*EXERCISE INSTRUCTIONS*:
Search the entries below for the word "شارع" and copy every line where it appears.

BEGIN SOURCE DATA

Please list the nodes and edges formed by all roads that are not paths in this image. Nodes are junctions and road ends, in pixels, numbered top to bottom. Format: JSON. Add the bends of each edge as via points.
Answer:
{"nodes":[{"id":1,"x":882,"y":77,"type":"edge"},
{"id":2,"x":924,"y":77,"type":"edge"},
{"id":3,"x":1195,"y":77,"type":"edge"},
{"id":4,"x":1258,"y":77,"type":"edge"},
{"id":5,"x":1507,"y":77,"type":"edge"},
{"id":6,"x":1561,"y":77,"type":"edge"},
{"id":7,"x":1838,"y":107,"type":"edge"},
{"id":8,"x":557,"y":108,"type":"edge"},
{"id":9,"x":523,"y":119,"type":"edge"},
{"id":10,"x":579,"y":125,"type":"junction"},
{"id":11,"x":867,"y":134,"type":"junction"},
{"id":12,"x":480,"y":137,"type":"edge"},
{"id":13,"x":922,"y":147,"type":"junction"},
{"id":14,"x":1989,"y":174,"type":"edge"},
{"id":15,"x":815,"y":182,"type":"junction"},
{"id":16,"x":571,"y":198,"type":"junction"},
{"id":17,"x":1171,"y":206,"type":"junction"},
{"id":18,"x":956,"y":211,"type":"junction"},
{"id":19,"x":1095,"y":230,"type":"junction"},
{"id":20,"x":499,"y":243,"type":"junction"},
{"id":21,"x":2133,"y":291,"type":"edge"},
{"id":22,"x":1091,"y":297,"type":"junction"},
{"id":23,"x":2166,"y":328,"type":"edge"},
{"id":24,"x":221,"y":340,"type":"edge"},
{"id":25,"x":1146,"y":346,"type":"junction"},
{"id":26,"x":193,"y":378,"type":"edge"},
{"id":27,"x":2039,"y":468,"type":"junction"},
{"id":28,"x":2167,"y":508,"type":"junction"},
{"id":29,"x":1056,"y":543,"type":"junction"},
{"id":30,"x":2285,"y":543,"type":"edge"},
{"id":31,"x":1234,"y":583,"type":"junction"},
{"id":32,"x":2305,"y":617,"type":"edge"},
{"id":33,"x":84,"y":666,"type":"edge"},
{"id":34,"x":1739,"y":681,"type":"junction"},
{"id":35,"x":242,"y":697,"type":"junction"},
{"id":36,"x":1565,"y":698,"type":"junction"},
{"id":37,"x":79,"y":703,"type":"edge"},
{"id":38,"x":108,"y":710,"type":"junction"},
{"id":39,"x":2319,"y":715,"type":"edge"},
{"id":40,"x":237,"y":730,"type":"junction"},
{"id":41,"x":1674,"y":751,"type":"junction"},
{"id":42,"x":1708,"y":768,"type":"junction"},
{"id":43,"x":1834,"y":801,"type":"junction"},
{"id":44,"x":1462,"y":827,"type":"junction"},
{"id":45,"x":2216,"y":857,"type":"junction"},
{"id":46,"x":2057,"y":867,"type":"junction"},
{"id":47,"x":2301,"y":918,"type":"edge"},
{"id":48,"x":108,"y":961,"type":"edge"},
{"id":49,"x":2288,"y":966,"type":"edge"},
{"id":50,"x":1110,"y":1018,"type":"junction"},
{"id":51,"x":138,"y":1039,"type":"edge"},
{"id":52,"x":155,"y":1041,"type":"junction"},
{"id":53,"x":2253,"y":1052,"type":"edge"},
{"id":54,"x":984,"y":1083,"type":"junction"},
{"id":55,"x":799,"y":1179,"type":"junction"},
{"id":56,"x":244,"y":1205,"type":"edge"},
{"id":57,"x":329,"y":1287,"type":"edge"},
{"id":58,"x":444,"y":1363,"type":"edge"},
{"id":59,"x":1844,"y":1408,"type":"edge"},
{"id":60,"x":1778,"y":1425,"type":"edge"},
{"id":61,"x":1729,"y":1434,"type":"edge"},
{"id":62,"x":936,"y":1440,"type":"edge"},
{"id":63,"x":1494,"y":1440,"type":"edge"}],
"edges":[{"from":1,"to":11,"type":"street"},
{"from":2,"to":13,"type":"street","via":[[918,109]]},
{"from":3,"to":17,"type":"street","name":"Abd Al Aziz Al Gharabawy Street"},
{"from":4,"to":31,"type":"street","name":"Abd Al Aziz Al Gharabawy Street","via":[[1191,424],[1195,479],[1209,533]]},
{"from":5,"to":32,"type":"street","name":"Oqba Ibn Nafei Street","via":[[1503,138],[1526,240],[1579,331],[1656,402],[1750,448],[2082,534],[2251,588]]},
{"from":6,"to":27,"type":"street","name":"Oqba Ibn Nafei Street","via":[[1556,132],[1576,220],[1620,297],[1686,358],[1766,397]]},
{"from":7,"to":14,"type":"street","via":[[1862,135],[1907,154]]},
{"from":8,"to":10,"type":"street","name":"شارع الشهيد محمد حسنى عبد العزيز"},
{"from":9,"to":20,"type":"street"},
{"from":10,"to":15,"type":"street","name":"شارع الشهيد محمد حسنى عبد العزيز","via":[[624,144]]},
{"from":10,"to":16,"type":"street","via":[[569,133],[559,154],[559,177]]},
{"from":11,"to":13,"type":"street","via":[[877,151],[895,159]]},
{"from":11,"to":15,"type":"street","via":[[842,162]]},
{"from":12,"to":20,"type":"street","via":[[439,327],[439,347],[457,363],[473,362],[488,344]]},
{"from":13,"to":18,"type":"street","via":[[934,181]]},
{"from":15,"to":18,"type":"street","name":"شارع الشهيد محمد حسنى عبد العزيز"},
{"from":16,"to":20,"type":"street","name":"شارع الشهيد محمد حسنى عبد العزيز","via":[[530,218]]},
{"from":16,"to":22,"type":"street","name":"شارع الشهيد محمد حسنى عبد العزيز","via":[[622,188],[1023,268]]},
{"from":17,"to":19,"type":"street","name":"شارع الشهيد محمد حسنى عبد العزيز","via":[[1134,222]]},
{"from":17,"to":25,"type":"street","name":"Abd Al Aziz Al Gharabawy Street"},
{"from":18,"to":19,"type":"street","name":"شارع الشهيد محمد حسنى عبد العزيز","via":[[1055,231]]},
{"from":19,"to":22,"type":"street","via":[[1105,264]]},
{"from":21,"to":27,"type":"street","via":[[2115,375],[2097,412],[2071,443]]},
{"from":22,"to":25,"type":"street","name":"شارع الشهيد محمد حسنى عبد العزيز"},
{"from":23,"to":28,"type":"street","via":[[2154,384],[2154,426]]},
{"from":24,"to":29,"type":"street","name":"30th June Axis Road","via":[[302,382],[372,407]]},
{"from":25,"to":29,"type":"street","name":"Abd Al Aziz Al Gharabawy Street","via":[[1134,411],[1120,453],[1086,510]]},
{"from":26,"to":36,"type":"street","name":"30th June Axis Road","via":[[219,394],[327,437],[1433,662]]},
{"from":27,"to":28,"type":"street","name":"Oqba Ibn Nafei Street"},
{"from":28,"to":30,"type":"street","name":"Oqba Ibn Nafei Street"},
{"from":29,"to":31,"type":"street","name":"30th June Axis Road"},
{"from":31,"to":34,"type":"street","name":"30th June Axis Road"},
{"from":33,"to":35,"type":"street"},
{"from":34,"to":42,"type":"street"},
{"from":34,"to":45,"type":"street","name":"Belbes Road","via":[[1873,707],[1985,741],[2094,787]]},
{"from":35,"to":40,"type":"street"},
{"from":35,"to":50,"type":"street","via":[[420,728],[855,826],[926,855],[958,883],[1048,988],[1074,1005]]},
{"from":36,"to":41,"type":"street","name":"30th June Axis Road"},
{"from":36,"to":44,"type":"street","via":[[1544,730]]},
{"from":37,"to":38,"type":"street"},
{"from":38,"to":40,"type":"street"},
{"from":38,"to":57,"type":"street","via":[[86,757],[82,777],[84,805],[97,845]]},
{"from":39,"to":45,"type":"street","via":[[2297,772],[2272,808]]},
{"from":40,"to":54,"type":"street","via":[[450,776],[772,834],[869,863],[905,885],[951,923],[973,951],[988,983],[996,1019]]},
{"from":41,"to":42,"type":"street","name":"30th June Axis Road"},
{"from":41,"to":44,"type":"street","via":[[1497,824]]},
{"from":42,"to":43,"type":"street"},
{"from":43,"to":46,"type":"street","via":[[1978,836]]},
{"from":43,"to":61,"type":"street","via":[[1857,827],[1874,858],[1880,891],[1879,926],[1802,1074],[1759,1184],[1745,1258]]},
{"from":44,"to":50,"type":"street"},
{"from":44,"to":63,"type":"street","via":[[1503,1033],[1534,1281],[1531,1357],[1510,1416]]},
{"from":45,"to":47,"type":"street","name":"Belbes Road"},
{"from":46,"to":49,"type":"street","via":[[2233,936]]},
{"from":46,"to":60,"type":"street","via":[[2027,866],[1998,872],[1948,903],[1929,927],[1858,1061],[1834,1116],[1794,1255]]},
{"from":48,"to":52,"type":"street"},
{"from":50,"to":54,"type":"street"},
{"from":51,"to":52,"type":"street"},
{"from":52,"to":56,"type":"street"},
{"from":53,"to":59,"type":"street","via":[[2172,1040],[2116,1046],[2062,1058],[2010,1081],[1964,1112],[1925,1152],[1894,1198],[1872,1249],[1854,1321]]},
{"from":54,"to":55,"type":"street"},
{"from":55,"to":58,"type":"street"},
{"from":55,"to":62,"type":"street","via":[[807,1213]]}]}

END SOURCE DATA

*OUTPUT OF THE EXERCISE*:
{"from":8,"to":10,"type":"street","name":"شارع الشهيد محمد حسنى عبد العزيز"},
{"from":10,"to":15,"type":"street","name":"شارع الشهيد محمد حسنى عبد العزيز","via":[[624,144]]},
{"from":15,"to":18,"type":"street","name":"شارع الشهيد محمد حسنى عبد العزيز"},
{"from":16,"to":20,"type":"street","name":"شارع الشهيد محمد حسنى عبد العزيز","via":[[530,218]]},
{"from":16,"to":22,"type":"street","name":"شارع الشهيد محمد حسنى عبد العزيز","via":[[622,188],[1023,268]]},
{"from":17,"to":19,"type":"street","name":"شارع الشهيد محمد حسنى عبد العزيز","via":[[1134,222]]},
{"from":18,"to":19,"type":"street","name":"شارع الشهيد محمد حسنى عبد العزيز","via":[[1055,231]]},
{"from":22,"to":25,"type":"street","name":"شارع الشهيد محمد حسنى عبد العزيز"},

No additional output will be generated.